Examine a UTF-8 encoded XML string and raise a pywbem.ParseError
exception if the response contains Bytes that are invalid UTF-8
sequences (incorrectly encoded or ill-formed) or that are invalid XML
characters.
This function works in both "wide" and "narrow" Unicode builds of Python
and supports the full range of Unicode characters from U+0000 to U+10FFFF.
This function is just a workaround for the bad error handling of Python's
xml.dom.minidom package. It replaces the not very informative
ExpatError "not well-formed (invalid token): line: x, column: y" with a
pywbem.ParseError providing more useful information.
Notes on Unicode support in Python:
- For internally representing Unicode characters in the unicode type, a
"wide" Unicode build of Python uses UTF-32, while a "narrow" Unicode
build uses UTF-16. The difference is visible to Python programs for
Unicode characters assigned to code points above U+FFFF: The "narrow"

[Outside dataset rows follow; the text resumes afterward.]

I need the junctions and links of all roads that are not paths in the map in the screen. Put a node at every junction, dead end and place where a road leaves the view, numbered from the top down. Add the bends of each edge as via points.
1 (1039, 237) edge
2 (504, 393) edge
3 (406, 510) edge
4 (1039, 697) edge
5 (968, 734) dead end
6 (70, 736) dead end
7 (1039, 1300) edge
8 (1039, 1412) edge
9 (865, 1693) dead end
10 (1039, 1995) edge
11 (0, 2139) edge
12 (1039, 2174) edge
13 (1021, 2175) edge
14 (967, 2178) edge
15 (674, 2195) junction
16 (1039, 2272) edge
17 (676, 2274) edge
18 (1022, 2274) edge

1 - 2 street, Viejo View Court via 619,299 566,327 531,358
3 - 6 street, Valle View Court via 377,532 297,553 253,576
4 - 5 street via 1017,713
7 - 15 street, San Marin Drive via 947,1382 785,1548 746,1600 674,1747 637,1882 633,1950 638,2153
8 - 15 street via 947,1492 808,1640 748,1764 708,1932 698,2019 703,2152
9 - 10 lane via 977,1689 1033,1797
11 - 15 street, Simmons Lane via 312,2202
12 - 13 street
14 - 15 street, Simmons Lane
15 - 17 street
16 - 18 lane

build uses 2 characters (a surrogate pair) for them, while the "wide"
build uses just 1 character. This affects all position- and
length-oriented functions, such as
len() or string slicing.
- In a "wide" Unicode build of Python, the Unicode characters assigned to
code points U+10000 to U+10FFFF are represented directly (using code
points U+10000 to U+10FFFF) and the surrogate code points
U+D800...U+DFFF are never used; in a "narrow" Unicode build of Python,
the Unicode characters assigned to code points U+10000 to U+10FFFF are
represented using pairs of the surrogate code points U+D800...U+DFFF.
Notes on the Unicode code points U+D800...U+DFFF ("surrogate code points"):
These code points have no corresponding Unicode characters assigned,
because they are reserved for surrogates in the UTF-16 encoding.

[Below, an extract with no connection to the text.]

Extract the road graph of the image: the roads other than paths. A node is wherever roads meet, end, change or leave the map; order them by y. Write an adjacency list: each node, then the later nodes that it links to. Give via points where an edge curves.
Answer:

The UTF-8 encoding can technically represent the surrogate code points.
ISO/IEC 10646 defines that a UTF-8 sequence containing the surrogate
code points is ill-formed, but it is technically possible that such a
sequence is in a UTF-8 encoded XML string.

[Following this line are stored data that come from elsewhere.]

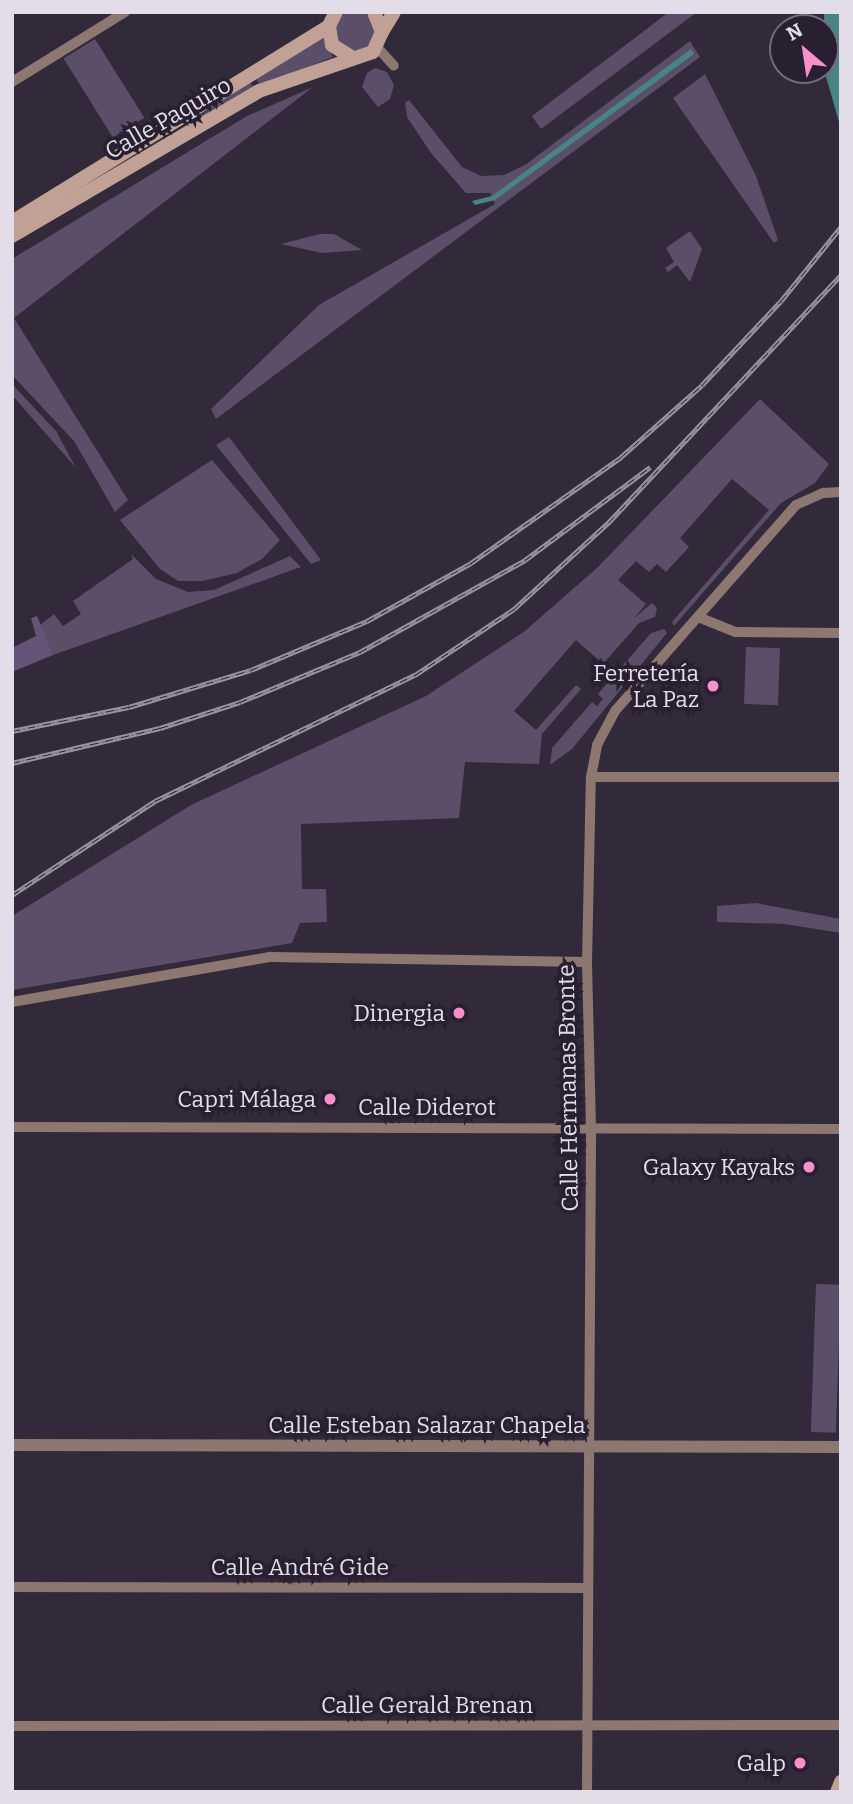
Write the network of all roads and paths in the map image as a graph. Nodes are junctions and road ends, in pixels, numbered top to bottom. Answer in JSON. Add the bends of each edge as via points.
{"nodes":[{"id":1,"x":125,"y":12,"type":"edge"},
{"id":2,"x":336,"y":12,"type":"edge"},
{"id":3,"x":374,"y":12,"type":"edge"},
{"id":4,"x":394,"y":12,"type":"edge"},
{"id":5,"x":329,"y":26,"type":"junction"},
{"id":6,"x":382,"y":32,"type":"junction"},
{"id":7,"x":377,"y":47,"type":"junction"},
{"id":8,"x":355,"y":58,"type":"junction"},
{"id":9,"x":394,"y":66,"type":"dead end"},
{"id":10,"x":12,"y":82,"type":"edge"},
{"id":11,"x":12,"y":222,"type":"edge"},
{"id":12,"x":12,"y":236,"type":"edge"},
{"id":13,"x":841,"y":492,"type":"edge"},
{"id":14,"x":698,"y":617,"type":"junction"},
{"id":15,"x":841,"y":633,"type":"edge"},
{"id":16,"x":591,"y":777,"type":"junction"},
{"id":17,"x":841,"y":777,"type":"edge"},
{"id":18,"x":587,"y":962,"type":"junction"},
{"id":19,"x":12,"y":1002,"type":"edge"},
{"id":20,"x":12,"y":1127,"type":"edge"},
{"id":21,"x":591,"y":1128,"type":"junction"},
{"id":22,"x":841,"y":1129,"type":"edge"},
{"id":23,"x":12,"y":1445,"type":"edge"},
{"id":24,"x":589,"y":1446,"type":"junction"},
{"id":25,"x":841,"y":1447,"type":"edge"},
{"id":26,"x":12,"y":1587,"type":"edge"},
{"id":27,"x":588,"y":1588,"type":"junction"},
{"id":28,"x":841,"y":1725,"type":"edge"},
{"id":29,"x":12,"y":1726,"type":"edge"},
{"id":30,"x":588,"y":1726,"type":"junction"},
{"id":31,"x":841,"y":1782,"type":"edge"},
{"id":32,"x":587,"y":1792,"type":"edge"},
{"id":33,"x":837,"y":1792,"type":"edge"}],
"edges":[{"from":1,"to":10,"type":"street"},
{"from":2,"to":5,"type":"main road"},
{"from":3,"to":6,"type":"main road"},
{"from":4,"to":6,"type":"main road"},
{"from":5,"to":8,"type":"main road","via":[[332,44]]},
{"from":5,"to":11,"type":"main road","name":"Calle Paquiro"},
{"from":6,"to":7,"type":"main road"},
{"from":7,"to":8,"type":"main road","name":"Calle Paquiro"},
{"from":7,"to":9,"type":"street"},
{"from":8,"to":12,"type":"main road","name":"Calle Paquiro","via":[[258,91]]},
{"from":13,"to":14,"type":"street","name":"Calle Hermanas Bronte","via":[[823,492],[796,505]]},
{"from":14,"to":15,"type":"street","via":[[735,632]]},
{"from":14,"to":16,"type":"street","name":"Calle Hermanas Bronte","via":[[615,711],[597,744]]},
{"from":16,"to":17,"type":"street"},
{"from":16,"to":18,"type":"street","name":"Calle Hermanas Bronte"},
{"from":18,"to":19,"type":"street","via":[[271,957]]},
{"from":18,"to":21,"type":"street","name":"Calle Hermanas Bronte"},
{"from":20,"to":21,"type":"street","name":"Calle Diderot"},
{"from":21,"to":22,"type":"street","name":"Calle Diderot"},
{"from":21,"to":24,"type":"street","name":"Calle Hermanas Bronte"},
{"from":23,"to":24,"type":"street","name":"Calle Esteban Salazar Chapela"},
{"from":24,"to":25,"type":"street","name":"Calle Esteban Salazar Chapela"},
{"from":24,"to":27,"type":"street","name":"Calle Hermanas Bronte"},
{"from":26,"to":27,"type":"street","name":"Calle André Gide"},
{"from":27,"to":30,"type":"street","name":"Calle Hermanas Bronte"},
{"from":28,"to":30,"type":"street","name":"Calle Gerald Brenan"},
{"from":29,"to":30,"type":"street","name":"Calle Gerald Brenan"},
{"from":30,"to":32,"type":"street","name":"Calle Hermanas Bronte"},
{"from":31,"to":33,"type":"main road"}]}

The Python escapes \u and \U used in literal strings can
represent the surrogate code points (as well as all other code points,
regardless of whether they are assigned to Unicode characters).
The Python str.encode() and str.decode() functions successfully
translate the surrogate code points back and forth for encoding UTF-8.
For example, '\xed\xb0\x80'.decode("utf-8") = u'\udc00'.
Because Python supports the encoding and decoding of UTF-8 sequences
also for the surrogate code points, the "narrow" Unicode build of
Python can be (mis-)used to transport each surrogate unit separately
encoded in (ill-formed) UTF-8.
For example, code point U+10122 can be (illegally) created from a
sequence of code points U+D800,U+DD22 represented in UTF-8:
'\xED\xA0\x80\xED\xB4\xA2'.decode("utf-8") = u'\U00010122'
while the correct UTF-8 sequence for this code point is:
u'\U00010122'.encode("utf-8") = '\xf0\x90\x84\xa2'
Notes on XML characters:
The legal XML characters are defined in W3C XML 1.0 (Fith Edition):
Char ::= #x9 | #xA | #xD | [#x20-#xD7FF] | [#xE000-#xFFFD] |
[#x10000-#x10FFFF]
These are the code points of Unicode characters using a non-surrogate
representation.
- Parameters:
utf8_xml (string) - The UTF-8 encoded XML string to be examined.
meaning (string) - Short text with meaning of the XML string, for messages in exceptions.
Exceptions:
TypeError , if invoked with incorrect Python object type for utf8_xml .
pywbem.ParseError, if utf8_xml contains Bytes that are invalid UTF-8
sequences (incorrectly encoded or ill-formed) or invalid XML characters.
|